That this Government condones corruption and criminality is no longer an issue of debate.
What is worrying however is the extreme extent to which this impunity has been taken. There are or perhaps there were bodies lying in the Kabwe General Hospital mortuary believed to have been victims of brutalization by the Prison service. The Government has persistently denied the story.
However the statement by the Minister of Home Affairs Edgar Lungu challenging relatives with evidence to prove foul play and possible deaths at the Prison is cold, insensitive callous and an extreme show of indifference that is totally unacceptable.
The Minister is quoted to have challenged people alleging that about 10 inmates at Mukobeko maximum prison died after beatings from trainee prison warders to move a motion of judicial review to set up an inquest to establish the truth concerning the death of the prisoners. He maintained that no single prisoner died out of the alleged beatings and that those making the allegations should cause the courts of law to set up an inquest so that the truth could be established.
He then quickly added that government had no money at the moment to set up a tribunal as demanded by some sectors of society the challenging civil society who had the capacity to go ahead and establish a tribunal.
This indifference can be classified in the same category as the demand by the Acting Chief Justice who has refused to constitute a Tribunal in the misconduct of Minister of Tourism Sylvia Masebo unless the complainant former Minister of Transport William Harrington produces sworn affidavits. This not what the law says. It is indeed a task that is beyond the remit provided by the law.
Our colleagues from Muvi TV have been to Kabwe. They have produced names and have seen bodies of individuals brought to the Kabwe Hospital Mortuary by Mukobeko Prison authorities, and one would assume that the most responsible response by Government would have been to undertake a serious investigation including a postmortem to determine the identity of the bodies and cause of death.
This is not too much to ask of a Government that claims to respect the rule of law and human rights.
By definition an inquest is a judicial inquiry undertaken to determine the cause of a person’s death. Usually inquests are conducted upon deaths which are suspicious, due to violence, involving law enforcement officials, or of persons held in state custody
It is not clear whether public outcry can give cause to an inquest. If not we believe that public interest must be able to call for an Inquiry or indeed interest in a matter that has raised sufficient suspicion.
Those bodies in the Kabwe mortuary tell a very serious story, one which must result in prosecution for murder. If they have been buried an exhumation is called for to establish the case of death and determine whoever was responsible.
In a democracy like ours, public interest counts for something. Human life can not be lost without explanation or justification, not even for a condemned prisoner.
John Stuart Mill has provided a very clear definition of public interests by stating that “human happiness, even one’s own, is in general more successfully pursued by acting on general rules, than by measuring the consequences of each act; and this is still more the case with the general happiness, since any other plan would not only leave everybody uncertain what to expect, but would involve perpetual quarrelling”
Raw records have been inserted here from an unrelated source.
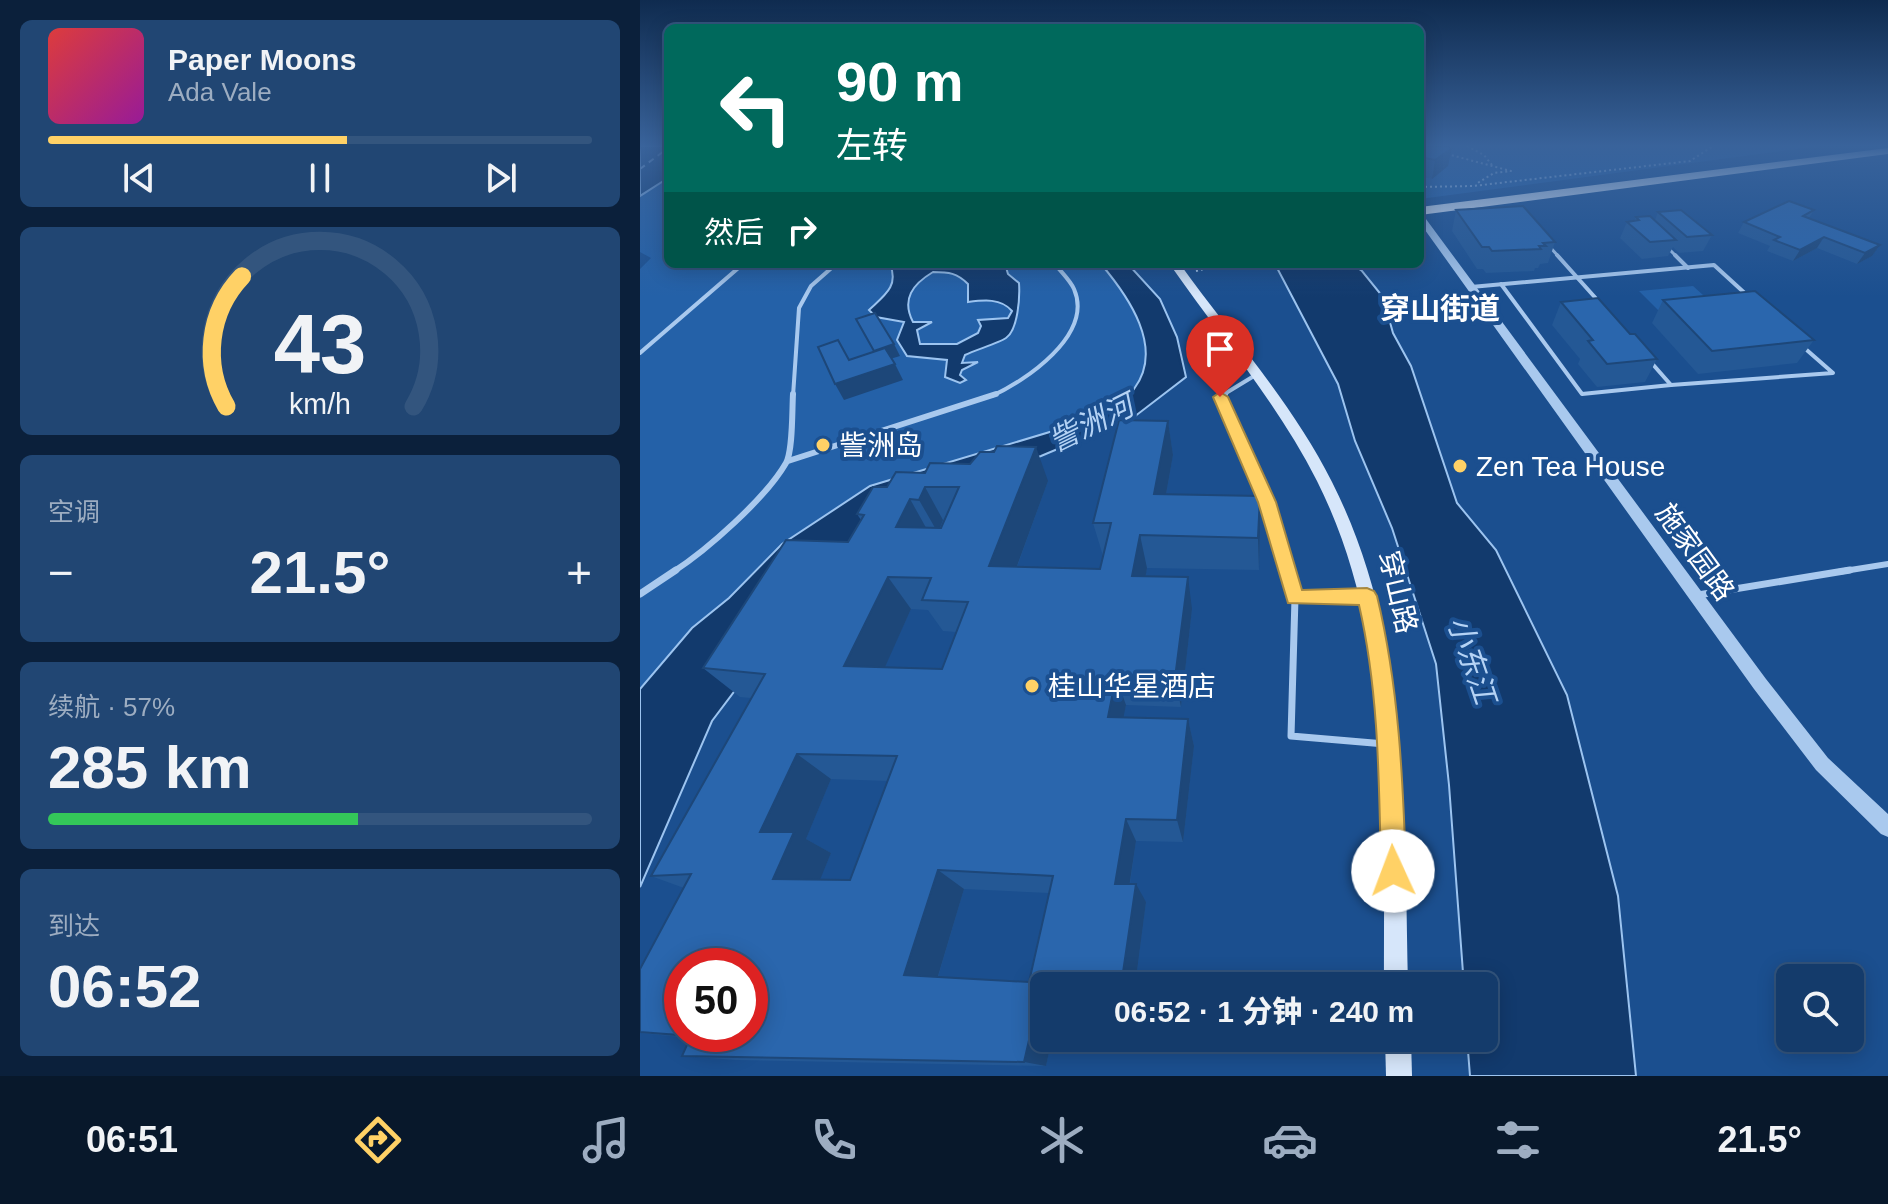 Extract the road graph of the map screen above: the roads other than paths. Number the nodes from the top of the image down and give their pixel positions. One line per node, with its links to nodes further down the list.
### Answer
1 (1527, 196): 3 (main road)
2 (1530, 196): 3 (main road)
3 (1508, 199): 4 (main road)
4 (1424, 211)
5 (1424, 218): 15 (street, 施家园路)
6 (1548, 244): 13 (lane)
7 (1665, 246): 12 (lane)
8 (738, 268): 20 (lane)
9 (831, 268): 23 (lane)
10 (1058, 268): 23 (lane)
11 (1180, 268): 21 (main road, 穿山路)
12 (1688, 268): 13 (lane); 16 (lane)
13 (1576, 276): 14 (lane); 17 (lane)
14 (1501, 284): 15 (lane); 22 (lane)
15 (1471, 287): 27 (street, 施家园路)
16 (1757, 305)
17 (1605, 309)
18 (1800, 344): 22 (lane)
19 (1643, 352): 22 (lane)
20 (640, 353)
21 (1254, 376): 26 (main road, 穿山路); 28 (lane)
22 (1671, 385)
23 (788, 461): 25 (lane)
24 (1888, 564): 27 (lane)
25 (640, 593)
26 (1367, 596): 28 (lane); 29 (main road, 穿山路)
27 (1694, 596): 30 (street, 施家园路)
28 (1295, 598): 29 (lane)
29 (1389, 744): 31 (main road, 穿山路)
30 (1888, 827)
31 (1396, 972)
32 (1398, 1052): 33 (main road)
33 (1399, 1076)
Sadly our country is developing a very sad culture of “impunity” where thieves and scoundrels who should be ashamed of themselves are setting standards of conduct by pontificating on matter moral and legal.
We find ourselves in a situation where criminals are chief prosecutors and plunderers are chief Government propagandists.
The result is that people are having difficulty determining what is right and what is wrong and indeed who to believe.
There is a very distinct fear that the Prison authorities in conjunction with senior Government officials are covering up possible loss of life and abuses at the Mukobeko Maximum Prison.
In the last two days the country has witnessed massive joint operations in which the Police, Army, Zambia Air force and Police have moved prisoners from Kabwe to various destinations.
Relatives asking for their kin at Mukobeko have been turned away as the Prison has been barricaded from access by any persons other than officials.
No independent verification has been allowed and now with the movement of prisoners the crime scene has been tampered with effectively precluding the possibility of getting any detailed information about what really transpired at the Prison.
Maybe there is nothing to worry, but then there might be a cause of real worry.
The only way this issue can be resolved is by a very transparent inquiry that should involve credible people.